Teknolojiyi temel alan yenilikçi sağlık hizmetleri yaşam kalitesini artırıyor
Sosyal devlet anlayışının benimsendiği ülkelerde hükümetler, vatandaşlarının olabilecek en yüksek kalitede sağlık hizmetini, en düşük maliyetle alabilmelerini sağlama sorumluluğunu üstleniyor. BT’nin devreye girmesiyle ülkemizde sağlık alanında çok başarılı çalışmalara imza atılırken, önümüzde katedilecek uzun bir yolumuz bulunuyor.
Türkiye, sağlık alanında son yıllarda önemli bir atılım gerçekleştirdi. Bu atılımın temelinde bilişim teknolojilerinin yattığı ise yadsınamaz bir gerçek. Türkiye olarak sağlık alanında dünyada çok iyi bir konumda olduğumuza vurgu yapan BTech Kurucu Ortağı ve Ar-Ge Yöneticisi Kuntay Aktaş, “Dünya standardında işler yapıyoruz ve yaptığımız çalışmaların bir çoğu hem ülkemizde hem de dünyada ilk olan çalışmalar.

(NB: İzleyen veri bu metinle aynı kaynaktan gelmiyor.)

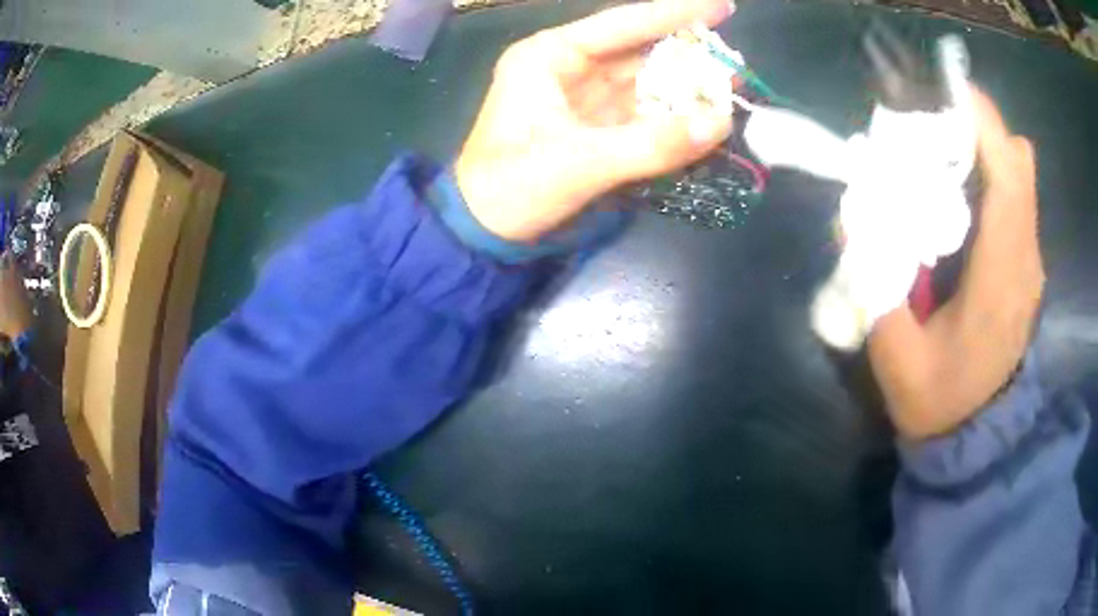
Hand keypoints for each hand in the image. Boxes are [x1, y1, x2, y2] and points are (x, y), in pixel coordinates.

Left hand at [454, 0, 734, 242]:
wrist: (483, 233)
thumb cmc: (512, 188)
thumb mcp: (579, 163)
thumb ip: (651, 144)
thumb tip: (720, 123)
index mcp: (549, 57)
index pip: (622, 25)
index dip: (674, 13)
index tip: (723, 6)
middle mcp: (567, 69)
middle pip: (638, 53)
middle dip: (686, 58)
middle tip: (733, 63)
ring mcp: (581, 99)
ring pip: (643, 85)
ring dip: (684, 90)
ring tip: (729, 91)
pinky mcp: (592, 128)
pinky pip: (640, 115)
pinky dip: (670, 119)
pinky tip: (701, 120)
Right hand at [868, 87, 1043, 438]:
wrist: (973, 434)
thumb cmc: (937, 401)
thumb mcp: (894, 356)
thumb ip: (875, 283)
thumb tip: (855, 214)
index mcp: (999, 280)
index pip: (1009, 176)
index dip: (981, 122)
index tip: (941, 94)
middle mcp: (1025, 259)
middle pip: (1019, 161)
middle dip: (979, 127)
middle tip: (934, 128)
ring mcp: (1030, 261)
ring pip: (1020, 173)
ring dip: (984, 148)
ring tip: (944, 156)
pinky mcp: (1027, 263)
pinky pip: (1017, 195)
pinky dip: (992, 175)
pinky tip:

Türkiye’ye getirdiğimiz teknolojilerle; değerli hocalarımızın açtığı bu yolda yeni teknolojiler üreteceğiz. Yalnızca dünyayı yakından takip eden bir kuruluş değil, dünyada öncü olan bir şirket olmayı hedefliyoruz. Her şeyin daha kişiselleştiği bir dünyada sağlık gibi önemli bir konuda kişiye özel bir yaklaşım sunuyoruz” ifadesini kullandı.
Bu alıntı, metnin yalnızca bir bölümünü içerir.